**What you will do:** Your task is to quote the records from their first line through the line containing "Extract the road", with nothing added or left out.

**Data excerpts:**

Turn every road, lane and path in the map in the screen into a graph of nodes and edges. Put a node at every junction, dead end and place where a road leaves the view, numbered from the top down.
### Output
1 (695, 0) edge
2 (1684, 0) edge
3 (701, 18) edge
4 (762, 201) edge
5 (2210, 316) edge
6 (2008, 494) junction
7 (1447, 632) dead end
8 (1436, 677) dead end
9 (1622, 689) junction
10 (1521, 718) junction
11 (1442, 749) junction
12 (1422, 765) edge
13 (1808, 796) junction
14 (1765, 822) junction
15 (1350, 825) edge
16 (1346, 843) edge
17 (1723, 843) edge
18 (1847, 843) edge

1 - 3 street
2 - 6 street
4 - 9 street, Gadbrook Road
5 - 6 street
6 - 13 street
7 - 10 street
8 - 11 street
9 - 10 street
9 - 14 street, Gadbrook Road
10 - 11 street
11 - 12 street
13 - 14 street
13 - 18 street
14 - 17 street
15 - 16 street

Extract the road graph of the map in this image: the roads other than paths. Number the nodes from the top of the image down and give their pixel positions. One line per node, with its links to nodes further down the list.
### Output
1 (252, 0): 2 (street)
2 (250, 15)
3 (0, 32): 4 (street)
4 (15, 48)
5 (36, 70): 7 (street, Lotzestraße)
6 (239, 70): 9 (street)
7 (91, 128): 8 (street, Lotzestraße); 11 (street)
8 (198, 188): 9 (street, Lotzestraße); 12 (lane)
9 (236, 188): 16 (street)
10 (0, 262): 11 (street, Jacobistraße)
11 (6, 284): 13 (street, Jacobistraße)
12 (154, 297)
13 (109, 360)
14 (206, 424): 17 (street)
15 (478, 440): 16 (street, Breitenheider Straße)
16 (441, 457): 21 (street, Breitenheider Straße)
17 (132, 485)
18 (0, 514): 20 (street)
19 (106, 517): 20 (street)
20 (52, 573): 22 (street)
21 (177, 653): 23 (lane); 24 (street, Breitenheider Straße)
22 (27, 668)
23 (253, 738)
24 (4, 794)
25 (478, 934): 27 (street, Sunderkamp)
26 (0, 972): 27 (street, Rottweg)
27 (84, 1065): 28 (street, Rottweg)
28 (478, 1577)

**Solved problem:**
Turn every road, lane and path in the map in the screen into a graph of nodes and edges. Put a node at every junction, dead end and place where a road leaves the view, numbered from the top down.
### Output
1 (695, 0) edge
2 (1684, 0) edge
3 (701, 18) edge
4 (762, 201) edge
5 (2210, 316) edge
6 (2008, 494) junction
7 (1447, 632) dead end
8 (1436, 677) dead end
9 (1622, 689) junction
10 (1521, 718) junction
11 (1442, 749) junction
12 (1422, 765) edge
13 (1808, 796) junction
14 (1765, 822) junction
15 (1350, 825) edge
16 (1346, 843) edge
17 (1723, 843) edge
18 (1847, 843) edge

1 - 3 street
2 - 6 street
4 - 9 street, Gadbrook Road
5 - 6 street
6 - 13 street
7 - 10 street
8 - 11 street
9 - 10 street
9 - 14 street, Gadbrook Road
10 - 11 street
11 - 12 street
13 - 14 street
13 - 18 street
14 - 17 street
15 - 16 street

Extract the road graph of the map in this image: the roads other than paths. Number the nodes from the top of the image down and give their pixel positions. One line per node, with its links to nodes further down the list.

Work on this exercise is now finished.